• Task brief: The answer should consist of all the entries, repeated word for word.

****

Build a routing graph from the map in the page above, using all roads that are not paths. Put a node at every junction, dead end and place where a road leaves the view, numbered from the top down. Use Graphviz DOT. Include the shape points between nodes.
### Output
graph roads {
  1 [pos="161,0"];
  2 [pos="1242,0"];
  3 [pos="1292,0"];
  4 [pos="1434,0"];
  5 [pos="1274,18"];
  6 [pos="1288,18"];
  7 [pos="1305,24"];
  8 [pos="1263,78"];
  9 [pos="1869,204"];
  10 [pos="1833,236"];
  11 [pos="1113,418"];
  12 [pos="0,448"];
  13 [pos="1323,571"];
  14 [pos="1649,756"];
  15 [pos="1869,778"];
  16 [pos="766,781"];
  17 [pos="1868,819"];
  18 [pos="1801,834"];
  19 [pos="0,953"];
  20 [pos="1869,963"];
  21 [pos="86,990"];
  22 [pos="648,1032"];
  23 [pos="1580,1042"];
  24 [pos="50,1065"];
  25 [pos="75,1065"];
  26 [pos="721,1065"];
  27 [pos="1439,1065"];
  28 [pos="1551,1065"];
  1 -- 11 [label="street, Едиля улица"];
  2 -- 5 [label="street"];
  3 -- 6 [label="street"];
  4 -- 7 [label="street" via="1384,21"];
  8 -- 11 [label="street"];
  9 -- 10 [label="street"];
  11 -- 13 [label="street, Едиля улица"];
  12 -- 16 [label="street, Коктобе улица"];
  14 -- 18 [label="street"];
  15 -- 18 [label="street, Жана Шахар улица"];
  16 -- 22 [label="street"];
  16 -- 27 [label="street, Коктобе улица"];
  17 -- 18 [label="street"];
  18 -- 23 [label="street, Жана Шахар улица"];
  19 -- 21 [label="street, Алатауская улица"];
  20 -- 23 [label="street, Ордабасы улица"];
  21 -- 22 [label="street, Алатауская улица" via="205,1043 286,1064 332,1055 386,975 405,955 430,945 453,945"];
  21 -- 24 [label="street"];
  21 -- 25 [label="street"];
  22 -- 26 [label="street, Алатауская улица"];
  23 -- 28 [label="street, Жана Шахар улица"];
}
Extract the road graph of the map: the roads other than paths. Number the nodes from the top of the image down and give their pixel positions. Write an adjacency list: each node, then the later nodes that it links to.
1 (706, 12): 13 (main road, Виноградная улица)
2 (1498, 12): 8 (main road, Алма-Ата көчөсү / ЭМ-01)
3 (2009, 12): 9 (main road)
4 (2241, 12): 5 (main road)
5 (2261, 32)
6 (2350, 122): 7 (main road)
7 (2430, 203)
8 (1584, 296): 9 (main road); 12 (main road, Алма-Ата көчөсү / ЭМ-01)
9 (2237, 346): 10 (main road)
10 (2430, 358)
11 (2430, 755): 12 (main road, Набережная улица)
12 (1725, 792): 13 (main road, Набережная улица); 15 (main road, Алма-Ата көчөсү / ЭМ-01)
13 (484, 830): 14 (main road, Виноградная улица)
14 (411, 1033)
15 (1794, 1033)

****

• Task answer:
Build a routing graph from the map in the page above, using all roads that are not paths. Put a node at every junction, dead end and place where a road leaves the view, numbered from the top down. Use Graphviz DOT. Include the shape points between nodes.
### Output
graph roads {
  1 [pos="161,0"];
  2 [pos="1242,0"];
  3 [pos="1292,0"];
  4 [pos="1434,0"];
  5 [pos="1274,18"];
  6 [pos="1288,18"];
  7 [pos="1305,24"];
  8 [pos="1263,78"];
  9 [pos="1869,204"];
  10 [pos="1833,236"];
  11 [pos="1113,418"];
  12 [pos="0,448"];
  13 [pos="1323,571"];
  14 [pos="1649,756"];
  15 [pos="1869,778"];
  16 [pos="766,781"];
  17 [pos="1868,819"];
  18 [pos="1801,834"];
  19 [pos="0,953"];
  20 [pos="1869,963"];
  21 [pos="86,990"];
  22 [pos="648,1032"];
  23 [pos="1580,1042"];
  24 [pos="50,1065"];
  25 [pos="75,1065"];
  26 [pos="721,1065"];
  27 [pos="1439,1065"];
  28 [pos="1551,1065"];
  1 -- 11 [label="street, Едиля улица"];
  2 -- 5 [label="street"];
  3 -- 6 [label="street"];
  4 -- 7 [label="street" via="1384,21"];
  8 -- 11 [label="street"];
  9 -- 10 [label="street"];
  11 -- 13 [label="street, Едиля улица"];
  12 -- 16 [label="street, Коктобе улица"];
  14 -- 18 [label="street"];
  15 -- 18 [label="street, Жана Шахар улица"];
  16 -- 22 [label="street"];
  16 -- 27 [label="street, Коктобе улица"];
  17 -- 18 [label="street"];
  18 -- 23 [label="street, Жана Шахар улица"];
  19 -- 21 [label="street, Алатауская улица"];
  20 -- 23 [label="street, Ордабасы улица"];
  21 -- 22 [label="street, Алатауская улица" via="205,1043 286,1064 332,1055 386,975 405,955 430,945 453,945"];
  21 -- 24 [label="street"];
  21 -- 25 [label="street"];
  22 -- 26 [label="street, Алатауская улица"];
  23 -- 28 [label="street, Жана Шахар улица"];
}
Extract the road graph of the map: the roads other than paths. Number the nodes from the top of the image down and give their pixel positions. Write an adjacency list: each node, then the later nodes that it links to.
1 (706, 12): 13 (main road, Виноградная улица)
2 (1498, 12): 8 (main road, Алма-Ата көчөсү / ЭМ-01)
3 (2009, 12): 9 (main road)
4 (2241, 12): 5 (main road)
5 (2261, 32)
6 (2350, 122): 7 (main road)
7 (2430, 203)
8 (1584, 296): 9 (main road); 12 (main road, Алма-Ата көчөсү / ЭМ-01)
9 (2237, 346): 10 (main road)
10 (2430, 358)
11 (2430, 755): 12 (main road, Набережная улица)
12 (1725, 792): 13 (main road, Набережная улица); 15 (main road, Алма-Ата көчөсү / ЭМ-01)
13 (484, 830): 14 (main road, Виноградная улица)
14 (411, 1033)
15 (1794, 1033)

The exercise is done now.